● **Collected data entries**
• • • •

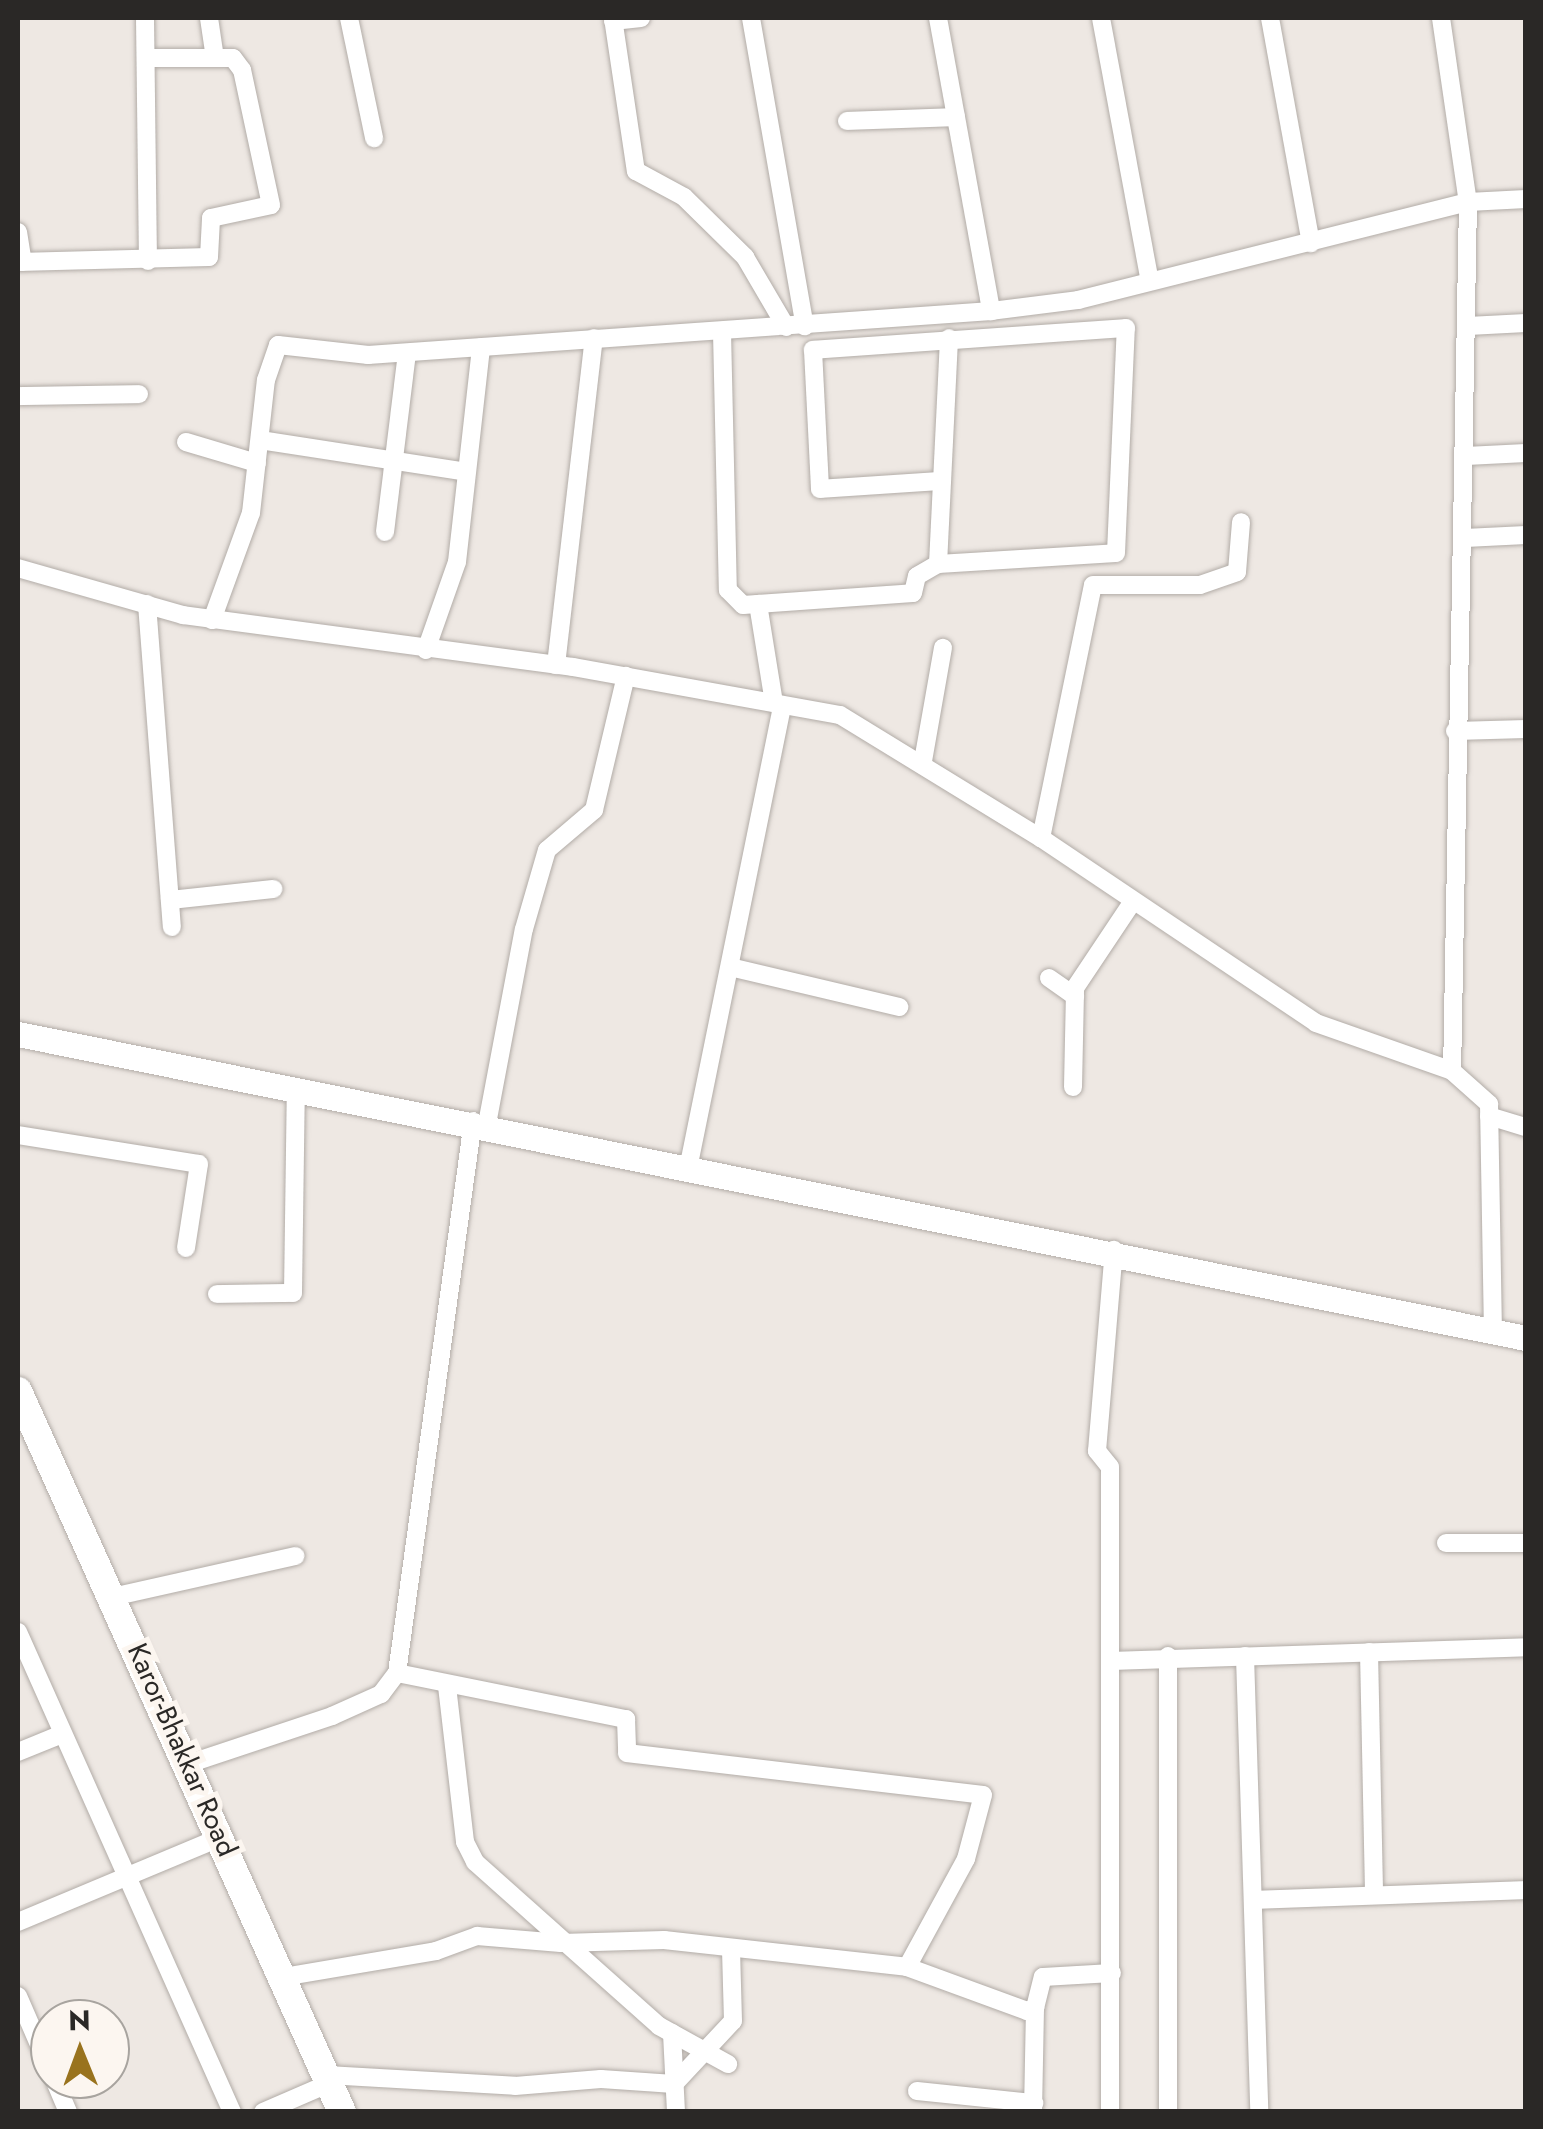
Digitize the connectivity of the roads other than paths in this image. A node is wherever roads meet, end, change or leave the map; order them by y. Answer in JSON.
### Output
{"nodes":[{"id":1,"x":145,"y":18,"type":"edge"},
{"id":2,"x":208,"y":18,"type":"edge"},
{"id":3,"x":348,"y":18,"type":"edge"},
{"id":4,"x":641,"y":18,"type":"edge"},
{"id":5,"x":751,"y":18,"type":"edge"},
{"id":6,"x":938,"y":18,"type":"edge"},
{"id":7,"x":1101,"y":18,"type":"edge"},
{"id":8,"x":1270,"y":18,"type":"edge"},
{"id":9,"x":1441,"y":18,"type":"edge"},
{"id":10,"x":613,"y":19,"type":"edge"},
{"id":11,"x":146,"y":58,"type":"junction"},
{"id":12,"x":215,"y":58,"type":"junction"},
{"id":13,"x":956,"y":117,"type":"junction"},
{"id":14,"x":846,"y":121,"type":"dead end"},
{"id":15,"x":374,"y":138,"type":"dead end"},
{"id":16,"x":1526,"y":198,"type":"edge"},
{"id":17,"x":1468,"y":202,"type":"junction"},
{"id":18,"x":18,"y":232,"type":"edge"},
{"id":19,"x":1311,"y":243,"type":"junction"},
{"id":20,"x":20,"y":262,"type":"edge"},
{"id":21,"x":148,"y":262,"type":"junction"},
{"id":22,"x":1148,"y":278,"type":"junction"},
{"id":23,"x":991,"y":311,"type":"junction"},
{"id":24,"x":1526,"y":323,"type":"edge"},
{"id":25,"x":806,"y":326,"type":"junction"},
{"id":26,"x":1468,"y":326,"type":"junction"},
{"id":27,"x":786,"y":327,"type":"junction"},
{"id":28,"x":722,"y":332,"type":"junction"},
{"id":29,"x":594,"y":338,"type":"junction"},
{"id":30,"x":949,"y":338,"type":"junction"},
{"id":31,"x":481,"y":347,"type":"junction"},
{"id":32,"x":407,"y":352,"type":"junction"},
{"id":33,"x":139,"y":394,"type":"dead end"},
{"id":34,"x":18,"y":396,"type":"edge"},
{"id":35,"x":260,"y":440,"type":"junction"},
{"id":36,"x":186,"y":442,"type":"dead end"},
{"id":37,"x":1526,"y":453,"type":"edge"},
{"id":38,"x":1466,"y":456,"type":"junction"},
{"id":39,"x":257,"y":463,"type":"junction"},
{"id":40,"x":393,"y":464,"type":"junction"},
{"id":41,"x":468,"y":472,"type":"junction"},
{"id":42,"x":942,"y":481,"type":"junction"},
{"id":43,"x":1241,"y":522,"type":"dead end"},
{"id":44,"x":385,"y":532,"type":"dead end"},
{"id":45,"x":1526,"y":535,"type":"edge"},
{"id":46,"x":1464,"y":538,"type":"junction"},
{"id":47,"x":938,"y":564,"type":"junction"},
{"id":48,"x":18,"y":568,"type":"edge"},
{"id":49,"x":147,"y":604,"type":"junction"},
{"id":50,"x":758,"y":604,"type":"junction"},
{"id":51,"x":212,"y":620,"type":"junction"},
{"id":52,"x":943,"y":648,"type":"dead end"},
{"id":53,"x":426,"y":650,"type":"junction"},
{"id":54,"x":556,"y":665,"type":"junction"},
{"id":55,"x":626,"y":676,"type":"junction"},
{"id":56,"x":778,"y":704,"type":"junction"},
{"id":57,"x":1526,"y":729,"type":"edge"},
{"id":58,"x":1456,"y":731,"type":"junction"},
{"id":59,"x":923,"y":761,"type":"junction"},
{"id":60,"x":1041,"y":838,"type":"junction"},
{"id":61,"x":273,"y":888,"type":"dead end"},
{"id":62,"x":170,"y":900,"type":"junction"},
{"id":63,"x":1133,"y":901,"type":"junction"},
{"id":64,"x":172,"y":928,"type":"dead end"},
{"id":65,"x":730,"y":967,"type":"junction"},
{"id":66,"x":1049,"y":978,"type":"dead end"},
{"id":67,"x":1075,"y":996,"type":"junction"},
{"id":68,"x":899,"y":1007,"type":"dead end"},
{"id":69,"x":18,"y":1034,"type":"edge"},
{"id":70,"x":1452,"y":1070,"type":"junction"},
{"id":71,"x":296,"y":1087,"type":"junction"},
{"id":72,"x":1073,"y":1087,"type":"dead end"},
{"id":73,"x":1489,"y":1116,"type":"junction"},
{"id":74,"x":480,"y":1122,"type":"junction"},
{"id":75,"x":1526,"y":1127,"type":"edge"},
{"id":76,"x":18,"y":1135,"type":"edge"},
{"id":77,"x":688,"y":1164,"type":"junction"},
{"id":78,"x":186,"y":1248,"type":"dead end"},
{"id":79,"x":1114,"y":1250,"type":"junction"},
{"id":80,"x":217,"y":1294,"type":"dead end"},
{"id":81,"x":1493,"y":1332,"type":"junction"},
{"id":82,"x":1526,"y":1338,"type":"edge"},
{"id":83,"x":18,"y":1390,"type":"edge"},
{"id":84,"x":1446,"y":1543,"type":"dead end"},
{"id":85,"x":1526,"y":1543,"type":"edge"},
{"id":86,"x":294,"y":1556,"type":"dead end"},
{"id":87,"x":112,"y":1597,"type":"junction"},
{"id":88,"x":18,"y":1632,"type":"edge"},
{"id":89,"x":1526,"y":1646,"type":"edge"},
{"id":90,"x":1369,"y":1652,"type":"junction"},
{"id":91,"x":1168,"y":1656,"type":"junction"},
{"id":92,"x":1245,"y":1656,"type":"junction"},
{"id":93,"x":1112,"y":1661,"type":"junction"},
{"id":94,"x":397,"y":1673,"type":"junction"},
{"id":95,"x":448,"y":1686,"type":"junction"},
{"id":96,"x":62,"y":1734,"type":"junction"},
{"id":97,"x":18,"y":1752,"type":"edge"},
{"id":98,"x":188,"y":1764,"type":"junction"},
{"id":99,"x":221,"y":1837,"type":"junction"},
{"id":100,"x":129,"y":1877,"type":"junction"},
{"id":101,"x":1526,"y":1890,"type":"edge"},
{"id":102,"x":1374,"y":1896,"type":"junction"},
{"id":103,"x":1254,"y":1900,"type":"junction"},
{"id":104,"x":18,"y":1922,"type":"edge"},
{"id":105,"x":561,"y":1944,"type":"junction"},
{"id":106,"x":731,"y":1948,"type":"junction"},
{"id":107,"x":907,"y":1968,"type":"junction"},
{"id":108,"x":1112,"y":1973,"type":"junction"},
{"id":109,"x":283,"y":1977,"type":"junction"},
{"id":110,"x":18,"y":1996,"type":"edge"},
{"id":111,"x":1035,"y":2008,"type":"junction"},
{"id":112,"x":30,"y":2024,"type":"edge"},
{"id":113,"x":672,"y":2033,"type":"junction"},
{"id":114,"x":708,"y":2053,"type":"junction"},
{"id":115,"x":728,"y":2064,"type":"dead end"},
{"id":116,"x":329,"y":2079,"type":"junction"},
{"id":117,"x":674,"y":2084,"type":"junction"},
{"id":118,"x":917,"y":2091,"type":"dead end"},
{"id":119,"x":1033,"y":2108,"type":"edge"},
{"id":120,"x":232,"y":2112,"type":"edge"},
{"id":121,"x":263,"y":2112,"type":"edge"},
{"id":122,"x":342,"y":2112,"type":"edge"},
{"id":123,"x":676,"y":2112,"type":"edge"},
{"id":124,"x":1110,"y":2112,"type":"edge"},
{"id":125,"x":1168,"y":2112,"type":"edge"},
{"id":126,"x":1258,"y":2112,"type":"edge"}],
"edges":[{"from":1,"to":11,"type":"street"},
{"from":2,"to":12,"type":"street"},
{"from":3,"to":15,"type":"street"},
{"from":4,"to":10,"type":"street"},
{"from":5,"to":25,"type":"street"},
{"from":6,"to":13,"type":"street"},
{"from":7,"to":22,"type":"street"},
{"from":8,"to":19,"type":"street"},
{"from":9,"to":17,"type":"street"},
{"from":10,"to":27,"type":"street"},
{"from":11,"to":12,"type":"street"},
{"from":11,"to":21,"type":"street"},
{"from":12,"to":21,"type":"street"},
{"from":13,"to":14,"type":"street"},
{"from":13,"to":23,"type":"street"},
{"from":16,"to":17,"type":"street"},
{"from":17,"to":19,"type":"street"},
{"from":17,"to":26,"type":"street"},
{"from":18,"to":20,"type":"street"},
{"from":19,"to":22,"type":"street"},
{"from":20,"to":21,"type":"street"},
{"from":22,"to":23,"type":"street"},
{"from":23,"to":25,"type":"street"},
{"from":24,"to":26,"type":"street"},
{"from":25,"to":27,"type":"street"},
{"from":26,"to":38,"type":"street"},
{"from":27,"to":28,"type":"street"},
{"from":28,"to":29,"type":"street"},
{"from":28,"to":50,"type":"street"},
{"from":29,"to":31,"type":"street"},
{"from":29,"to":54,"type":"street"},
{"from":30,"to":42,"type":"street"},
{"from":30,"to":42,"type":"street"},
{"from":30,"to":47,"type":"street"},
{"from":31,"to":32,"type":"street"},
{"from":31,"to":41,"type":"street"},
{"from":32,"to":35,"type":"street"},
{"from":32,"to":40,"type":"street"},
{"from":33,"to":34,"type":"street"},
{"from":35,"to":39,"type":"street"},
{"from":35,"to":40,"type":"street"},
{"from":36,"to":39,"type":"street"},
{"from":37,"to":38,"type":"street"},
{"from":38,"to":46,"type":"street"},
{"from":39,"to":51,"type":"street"},
{"from":40,"to":41,"type":"street"},
{"from":40,"to":44,"type":"street"},
{"from":41,"to":53,"type":"street"},
{"from":42,"to":47,"type":"street"},
{"from":43,"to":60,"type":"street"},
{"from":45,"to":46,"type":"street"},
{"from":46,"to":58,"type":"street"},
{"from":47,"to":50,"type":"street"},
{"from":48,"to":49,"type":"street"},
{"from":49,"to":51,"type":"street"},
{"from":49,"to":62,"type":"street"},
{"from":50,"to":56,"type":"street"},
{"from":51,"to":53,"type":"street"},
{"from":52,"to":59,"type":"street"},
{"from":53,"to":54,"type":"street"},
{"from":54,"to":55,"type":"street"},
{"from":55,"to":56,"type":"street"},
{"from":55,"to":74,"type":"street"},
{"from":56,"to":59,"type":"street"},
{"from":56,"to":65,"type":"street"},
{"from":57,"to":58,"type":"street"},
{"from":58,"to":70,"type":"street"},
{"from":59,"to":60,"type":"street"},
{"from":60,"to":63,"type":"street"},
{"from":61,"to":62,"type":"street"},
{"from":62,"to":64,"type":"street"},
{"from":63,"to":67,"type":"street"},
{"from":63,"to":70,"type":"street"},
{"from":65,"to":68,"type":"street"},
{"from":65,"to":77,"type":"street"},
{"from":66,"to":67,"type":"street"},
{"from":67,"to":72,"type":"street"},
{"from":69,"to":71,"type":"main road"},
{"from":70,"to":73,"type":"street"},
{"from":71,"to":74,"type":"main road"},
{"from":71,"to":80,"type":"street"},
{"from":73,"to":75,"type":"street"},
{"from":73,"to":81,"type":"street"},
{"from":74,"to":77,"type":"main road"},
{"from":74,"to":94,"type":"street"},
{"from":76,"to":78,"type":"street"},
{"from":77,"to":79,"type":"main road"},
{"from":79,"to":81,"type":"main road"},
{"from":79,"to":93,"type":"street"},
{"from":81,"to":82,"type":"main road"},
{"from":83,"to":87,"type":"main road","name":"Karor-Bhakkar Road"},
{"from":84,"to":85,"type":"street"},
{"from":86,"to":87,"type":"street"},
{"from":87,"to":98,"type":"main road","name":"Karor-Bhakkar Road"},
{"from":88,"to":96,"type":"street"},
{"from":89,"to":90,"type":"street"},
{"from":90,"to":92,"type":"street"},
{"from":90,"to":102,"type":"street"},
{"from":91,"to":92,"type":"street"},
{"from":91,"to":93,"type":"street"},
{"from":91,"to":125,"type":"street"},
{"from":92,"to":103,"type":"street"},
{"from":93,"to":108,"type":"street"},
{"from":94,"to":95,"type":"street"},
{"from":94,"to":98,"type":"street"},
{"from":95,"to":105,"type":"street"},
{"from":95,"to":107,"type":"street"},
{"from":96,"to":97,"type":"street"},
{"from":96,"to":100,"type":"street"},
{"from":98,"to":99,"type":"main road","name":"Karor-Bhakkar Road"},
{"from":99,"to":100,"type":"street"},
{"from":99,"to":109,"type":"main road","name":"Karor-Bhakkar Road"},
{"from":100,"to":104,"type":"street"},
{"from":100,"to":120,"type":"street"},
{"from":101,"to":102,"type":"street"},
{"from":102,"to":103,"type":"street"},
{"from":103,"to":126,"type":"street"},
{"from":105,"to":106,"type":"street"},
{"from":105,"to":109,"type":"street"},
{"from":105,"to":113,"type":"street"},
{"from":106,"to":107,"type":"street"},
{"from":106,"to":114,"type":"street"},
{"from":107,"to":111,"type":"street"},
{"from":108,"to":111,"type":"street"},
{"from":108,"to":124,"type":"street"},
{"from":109,"to":116,"type":"main road","name":"Karor-Bhakkar Road"},
{"from":110,"to":112,"type":"street"},
{"from":111,"to":119,"type":"street"},
{"from":113,"to":114,"type":"street"},
{"from":113,"to":117,"type":"street"},
{"from":114,"to":115,"type":"street"},
{"from":114,"to":117,"type":"street"},
{"from":116,"to":117,"type":"street"},
{"from":116,"to":121,"type":"street"},
{"from":116,"to":122,"type":"main road","name":"Karor-Bhakkar Road"},
{"from":117,"to":123,"type":"street"},
{"from":118,"to":119,"type":"street"}]}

• • • •

Ascertain the number of lines in the entries that include the word "main", and report only that number.

12